◆ **The task**
Beginning with the first entry, set down each one exactly as shown.

◆ **Dataset entries**
______________________________
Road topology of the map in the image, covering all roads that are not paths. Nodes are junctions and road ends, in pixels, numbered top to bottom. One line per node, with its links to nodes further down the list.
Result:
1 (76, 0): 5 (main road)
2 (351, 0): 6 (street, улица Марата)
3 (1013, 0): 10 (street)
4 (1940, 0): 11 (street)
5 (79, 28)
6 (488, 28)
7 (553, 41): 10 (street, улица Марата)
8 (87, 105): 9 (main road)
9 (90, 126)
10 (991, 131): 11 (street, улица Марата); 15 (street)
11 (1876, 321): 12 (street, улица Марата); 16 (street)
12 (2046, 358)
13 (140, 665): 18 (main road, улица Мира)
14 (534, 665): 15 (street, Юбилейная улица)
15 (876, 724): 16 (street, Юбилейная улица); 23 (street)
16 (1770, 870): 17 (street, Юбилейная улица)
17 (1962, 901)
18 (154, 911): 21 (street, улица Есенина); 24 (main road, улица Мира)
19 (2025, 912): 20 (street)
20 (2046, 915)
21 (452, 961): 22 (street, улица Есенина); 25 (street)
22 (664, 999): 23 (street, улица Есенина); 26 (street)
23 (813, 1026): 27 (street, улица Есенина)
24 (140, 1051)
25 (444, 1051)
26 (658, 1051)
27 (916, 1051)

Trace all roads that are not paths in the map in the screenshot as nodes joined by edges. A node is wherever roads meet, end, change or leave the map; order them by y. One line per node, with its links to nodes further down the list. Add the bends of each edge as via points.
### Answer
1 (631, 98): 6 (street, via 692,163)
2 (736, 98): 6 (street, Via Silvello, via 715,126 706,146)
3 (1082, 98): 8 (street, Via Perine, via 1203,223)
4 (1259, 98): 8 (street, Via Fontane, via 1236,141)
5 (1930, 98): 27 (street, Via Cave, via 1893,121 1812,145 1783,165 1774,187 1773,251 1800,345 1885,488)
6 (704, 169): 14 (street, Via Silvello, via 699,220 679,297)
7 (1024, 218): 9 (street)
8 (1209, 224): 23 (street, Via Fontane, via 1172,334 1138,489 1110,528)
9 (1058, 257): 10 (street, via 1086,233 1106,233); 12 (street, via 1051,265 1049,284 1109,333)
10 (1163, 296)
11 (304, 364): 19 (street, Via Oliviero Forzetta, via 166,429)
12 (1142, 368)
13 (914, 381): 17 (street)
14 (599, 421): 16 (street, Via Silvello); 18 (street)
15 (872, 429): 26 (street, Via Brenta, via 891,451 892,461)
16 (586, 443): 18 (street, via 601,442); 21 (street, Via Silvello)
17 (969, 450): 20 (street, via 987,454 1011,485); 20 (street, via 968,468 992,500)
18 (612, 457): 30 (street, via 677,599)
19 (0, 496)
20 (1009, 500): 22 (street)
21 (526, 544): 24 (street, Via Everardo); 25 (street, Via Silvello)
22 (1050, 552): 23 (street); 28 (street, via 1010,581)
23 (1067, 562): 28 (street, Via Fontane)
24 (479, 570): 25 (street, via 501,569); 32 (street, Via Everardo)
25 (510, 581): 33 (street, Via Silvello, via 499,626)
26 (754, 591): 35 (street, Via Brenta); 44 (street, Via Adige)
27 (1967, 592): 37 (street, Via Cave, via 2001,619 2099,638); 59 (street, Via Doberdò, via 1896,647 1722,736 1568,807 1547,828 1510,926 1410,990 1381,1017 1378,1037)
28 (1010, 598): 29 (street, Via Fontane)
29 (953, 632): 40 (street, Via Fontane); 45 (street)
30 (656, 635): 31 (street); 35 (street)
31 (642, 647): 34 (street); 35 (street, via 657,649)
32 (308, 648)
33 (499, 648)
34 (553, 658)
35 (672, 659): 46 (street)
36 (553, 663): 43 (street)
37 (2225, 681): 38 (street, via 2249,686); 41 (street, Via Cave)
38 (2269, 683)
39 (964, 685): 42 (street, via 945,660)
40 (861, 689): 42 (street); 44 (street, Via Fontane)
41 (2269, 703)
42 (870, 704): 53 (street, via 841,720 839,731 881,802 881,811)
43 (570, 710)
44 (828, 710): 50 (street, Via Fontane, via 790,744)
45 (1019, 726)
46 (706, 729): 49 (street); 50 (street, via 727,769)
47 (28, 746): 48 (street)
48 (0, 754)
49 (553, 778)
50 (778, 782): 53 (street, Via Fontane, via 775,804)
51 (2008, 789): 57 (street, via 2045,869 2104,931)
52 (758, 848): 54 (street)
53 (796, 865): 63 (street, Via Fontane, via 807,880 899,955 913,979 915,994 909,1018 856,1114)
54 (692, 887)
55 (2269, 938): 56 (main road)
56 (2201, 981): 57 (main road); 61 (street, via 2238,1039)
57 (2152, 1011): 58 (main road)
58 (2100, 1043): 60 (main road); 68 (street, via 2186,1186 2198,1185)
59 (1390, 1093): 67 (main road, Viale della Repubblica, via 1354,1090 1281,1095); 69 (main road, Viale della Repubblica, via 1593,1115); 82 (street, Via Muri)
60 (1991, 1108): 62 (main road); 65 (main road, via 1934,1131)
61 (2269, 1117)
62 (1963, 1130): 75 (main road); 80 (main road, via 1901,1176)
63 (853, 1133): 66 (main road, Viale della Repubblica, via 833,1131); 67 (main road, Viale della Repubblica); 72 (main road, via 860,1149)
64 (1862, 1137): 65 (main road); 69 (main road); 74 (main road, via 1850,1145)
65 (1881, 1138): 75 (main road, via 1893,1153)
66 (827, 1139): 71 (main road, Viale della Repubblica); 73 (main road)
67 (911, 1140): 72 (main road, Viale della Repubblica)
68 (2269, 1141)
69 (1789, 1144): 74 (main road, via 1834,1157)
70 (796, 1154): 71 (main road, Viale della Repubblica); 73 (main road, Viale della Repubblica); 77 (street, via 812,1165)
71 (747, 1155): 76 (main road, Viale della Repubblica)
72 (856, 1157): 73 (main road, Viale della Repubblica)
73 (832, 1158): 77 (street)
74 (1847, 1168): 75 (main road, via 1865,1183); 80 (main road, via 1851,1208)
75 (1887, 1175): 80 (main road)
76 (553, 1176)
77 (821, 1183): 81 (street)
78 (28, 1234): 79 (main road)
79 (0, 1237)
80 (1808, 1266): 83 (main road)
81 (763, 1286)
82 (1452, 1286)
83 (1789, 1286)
______________________________
◆ **Result of this exercise**
Road topology of the map in the image, covering all roads that are not paths. Nodes are junctions and road ends, in pixels, numbered top to bottom. One line per node, with its links to nodes further down the list.
Result:
1 (76, 0): 5 (main road)
2 (351, 0): 6 (street, улица Марата)
3 (1013, 0): 10 (street)
4 (1940, 0): 11 (street)
5 (79, 28)
6 (488, 28)
7 (553, 41): 10 (street, улица Марата)
8 (87, 105): 9 (main road)
9 (90, 126)
10 (991, 131): 11 (street, улица Марата); 15 (street)
11 (1876, 321): 12 (street, улица Марата); 16 (street)
12 (2046, 358)
13 (140, 665): 18 (main road, улица Мира)
14 (534, 665): 15 (street, Юбилейная улица)
15 (876, 724): 16 (street, Юбилейная улица); 23 (street)
16 (1770, 870): 17 (street, Юбилейная улица)
17 (1962, 901)
18 (154, 911): 21 (street, улица Есенина); 24 (main road, улица Мира)
19 (2025, 912): 20 (street)
20 (2046, 915)
21 (452, 961): 22 (street, улица Есенина); 25 (street)
22 (664, 999): 23 (street, улица Есенина); 26 (street)
23 (813, 1026): 27 (street, улица Есенина)
24 (140, 1051)
25 (444, 1051)
26 (658, 1051)
27 (916, 1051)

Trace all roads that are not paths in the map in the screenshot as nodes joined by edges. A node is wherever roads meet, end, change or leave the map; order them by y. One line per node, with its links to nodes further down the list. Add the bends of each edge as via points.
### Answer
1 (631, 98): 6 (street, via 692,163)
2 (736, 98): 6 (street, Via Silvello, via 715,126 706,146)
3 (1082, 98): 8 (street, Via Perine, via 1203,223)
4 (1259, 98): 8 (street, Via Fontane, via 1236,141)
5 (1930, 98): 27 (street, Via Cave, via 1893,121 1812,145 1783,165 1774,187 1773,251 1800,345 1885,488)
6 (704, 169): 14 (street, Via Silvello, via 699,220 679,297)
7 (1024, 218): 9 (street)
8 (1209, 224): 23 (street, Via Fontane, via 1172,334 1138,489 1110,528)
9 (1058, 257): 10 (street, via 1086,233 1106,233); 12 (street, via 1051,265 1049,284 1109,333)
10 (1163, 296)
11 (304, 364): 19 (street, Via Oliviero Forzetta, via 166,429)
12 (1142, 368)
13 (914, 381): 17 (street)
14 (599, 421): 16 (street, Via Silvello); 18 (street)
15 (872, 429): 26 (street, Via Brenta, via 891,451 892,461)
16 (586, 443): 18 (street, via 601,442); 21 (street, Via Silvello)
17 (969, 450): 20 (street, via 987,454 1011,485); 20 (street, via 968,468 992,500)
18 (612, 457): 30 (street, via 677,599)
19 (0, 496)
20 (1009, 500): 22 (street)
21 (526, 544): 24 (street, Via Everardo); 25 (street, Via Silvello)
22 (1050, 552): 23 (street); 28 (street, via 1010,581)
23 (1067, 562): 28 (street, Via Fontane)
24 (479, 570): 25 (street, via 501,569); 32 (street, Via Everardo)
25 (510, 581): 33 (street, Via Silvello, via 499,626)
26 (754, 591): 35 (street, Via Brenta); 44 (street, Via Adige)
27 (1967, 592): 37 (street, Via Cave, via 2001,619 2099,638); 59 (street, Via Doberdò, via 1896,647 1722,736 1568,807 1547,828 1510,926 1410,990 1381,1017 1378,1037)
28 (1010, 598): 29 (street, Via Fontane)
29 (953, 632): 40 (street, Via Fontane); 45 (street)
30 (656, 635): 31 (street); 35 (street)
31 (642, 647): 34 (street); 35 (street, via 657,649)
32 (308, 648)
33 (499, 648)
34 (553, 658)
35 (672, 659): 46 (street)
36 (553, 663): 43 (street)
37 (2225, 681): 38 (street, via 2249,686); 41 (street, Via Cave)
38 (2269, 683)
39 (964, 685): 42 (street, via 945,660)
40 (861, 689): 42 (street); 44 (street, Via Fontane)
41 (2269, 703)
42 (870, 704): 53 (street, via 841,720 839,731 881,802 881,811)
43 (570, 710)
44 (828, 710): 50 (street, Via Fontane, via 790,744)
45 (1019, 726)
46 (706, 729): 49 (street); 50 (street, via 727,769)
47 (28, 746): 48 (street)
48 (0, 754)
49 (553, 778)
50 (778, 782): 53 (street, Via Fontane, via 775,804)
51 (2008, 789): 57 (street, via 2045,869 2104,931)
52 (758, 848): 54 (street)
53 (796, 865): 63 (street, Via Fontane, via 807,880 899,955 913,979 915,994 909,1018 856,1114)
54 (692, 887)
55 (2269, 938): 56 (main road)
56 (2201, 981): 57 (main road); 61 (street, via 2238,1039)
57 (2152, 1011): 58 (main road)
58 (2100, 1043): 60 (main road); 68 (street, via 2186,1186 2198,1185)
59 (1390, 1093): 67 (main road, Viale della Repubblica, via 1354,1090 1281,1095); 69 (main road, Viale della Repubblica, via 1593,1115); 82 (street, Via Muri)
60 (1991, 1108): 62 (main road); 65 (main road, via 1934,1131)
61 (2269, 1117)
62 (1963, 1130): 75 (main road); 80 (main road, via 1901,1176)
63 (853, 1133): 66 (main road, Viale della Repubblica, via 833,1131); 67 (main road, Viale della Repubblica); 72 (main road, via 860,1149)
64 (1862, 1137): 65 (main road); 69 (main road); 74 (main road, via 1850,1145)
65 (1881, 1138): 75 (main road, via 1893,1153)
66 (827, 1139): 71 (main road, Viale della Repubblica); 73 (main road)
67 (911, 1140): 72 (main road, Viale della Repubblica)
68 (2269, 1141)
69 (1789, 1144): 74 (main road, via 1834,1157)
70 (796, 1154): 71 (main road, Viale della Repubblica); 73 (main road, Viale della Repubblica); 77 (street, via 812,1165)
71 (747, 1155): 76 (main road, Viale della Repubblica)
72 (856, 1157): 73 (main road, Viale della Repubblica)
73 (832, 1158): 77 (street)
74 (1847, 1168): 75 (main road, via 1865,1183); 80 (main road, via 1851,1208)
75 (1887, 1175): 80 (main road)
76 (553, 1176)
77 (821, 1183): 81 (street)
78 (28, 1234): 79 (main road)
79 (0, 1237)
80 (1808, 1266): 83 (main road)
81 (763, 1286)
82 (1452, 1286)
83 (1789, 1286)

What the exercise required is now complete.